### REQUIRED ACTION:
Retype the entries below without any change.

### MATERIAL FOR THIS EXERCISE:
....

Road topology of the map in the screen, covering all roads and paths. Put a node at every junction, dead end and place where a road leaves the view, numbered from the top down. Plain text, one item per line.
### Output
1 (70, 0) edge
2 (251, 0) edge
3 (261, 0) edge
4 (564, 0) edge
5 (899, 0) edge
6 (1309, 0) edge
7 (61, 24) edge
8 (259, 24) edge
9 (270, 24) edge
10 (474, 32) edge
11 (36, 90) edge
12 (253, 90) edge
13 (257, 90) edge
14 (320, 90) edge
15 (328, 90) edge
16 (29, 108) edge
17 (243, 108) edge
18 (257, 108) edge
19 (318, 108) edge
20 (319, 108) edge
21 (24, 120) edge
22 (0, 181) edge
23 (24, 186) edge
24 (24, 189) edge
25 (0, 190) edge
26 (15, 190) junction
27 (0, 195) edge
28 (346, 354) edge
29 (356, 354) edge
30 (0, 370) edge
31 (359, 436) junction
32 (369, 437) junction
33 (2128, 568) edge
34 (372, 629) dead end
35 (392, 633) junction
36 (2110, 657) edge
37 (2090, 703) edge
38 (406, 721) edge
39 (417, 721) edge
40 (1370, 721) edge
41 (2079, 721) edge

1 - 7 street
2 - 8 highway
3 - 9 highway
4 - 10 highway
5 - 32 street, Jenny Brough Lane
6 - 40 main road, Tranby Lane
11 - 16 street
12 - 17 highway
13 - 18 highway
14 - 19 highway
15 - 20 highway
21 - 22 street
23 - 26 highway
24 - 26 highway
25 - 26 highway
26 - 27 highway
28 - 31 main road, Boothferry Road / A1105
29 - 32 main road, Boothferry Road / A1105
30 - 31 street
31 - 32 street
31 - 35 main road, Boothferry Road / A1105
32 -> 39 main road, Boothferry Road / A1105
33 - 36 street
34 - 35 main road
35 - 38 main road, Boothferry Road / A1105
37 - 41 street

....

### EXPECTED ANSWER:
Road topology of the map in the screen, covering all roads and paths. Put a node at every junction, dead end and place where a road leaves the view, numbered from the top down. Plain text, one item per line.
### Output
1 (70, 0) edge
2 (251, 0) edge
3 (261, 0) edge
4 (564, 0) edge
5 (899, 0) edge
6 (1309, 0) edge
7 (61, 24) edge
8 (259, 24) edge
9 (270, 24) edge
10 (474, 32) edge
11 (36, 90) edge
12 (253, 90) edge
13 (257, 90) edge
14 (320, 90) edge
15 (328, 90) edge
16 (29, 108) edge
17 (243, 108) edge
18 (257, 108) edge
19 (318, 108) edge
20 (319, 108) edge
21 (24, 120) edge
22 (0, 181) edge
23 (24, 186) edge
24 (24, 189) edge
25 (0, 190) edge
26 (15, 190) junction
27 (0, 195) edge
28 (346, 354) edge
29 (356, 354) edge
30 (0, 370) edge
31 (359, 436) junction
32 (369, 437) junction
33 (2128, 568) edge
34 (372, 629) dead end
35 (392, 633) junction
36 (2110, 657) edge
37 (2090, 703) edge
38 (406, 721) edge
39 (417, 721) edge
40 (1370, 721) edge
41 (2079, 721) edge

1 - 7 street
2 - 8 highway
3 - 9 highway
4 - 10 highway
5 - 32 street, Jenny Brough Lane
6 - 40 main road, Tranby Lane
11 - 16 street
12 - 17 highway
13 - 18 highway
14 - 19 highway
15 - 20 highway
21 - 22 street
23 - 26 highway
24 - 26 highway
25 - 26 highway
26 - 27 highway
28 - 31 main road, Boothferry Road / A1105
29 - 32 main road, Boothferry Road / A1105
30 - 31 street
31 - 32 street
31 - 35 main road, Boothferry Road / A1105
32 -> 39 main road, Boothferry Road / A1105
33 - 36 street
34 - 35 main road
35 - 38 main road, Boothferry Road / A1105
37 - 41 street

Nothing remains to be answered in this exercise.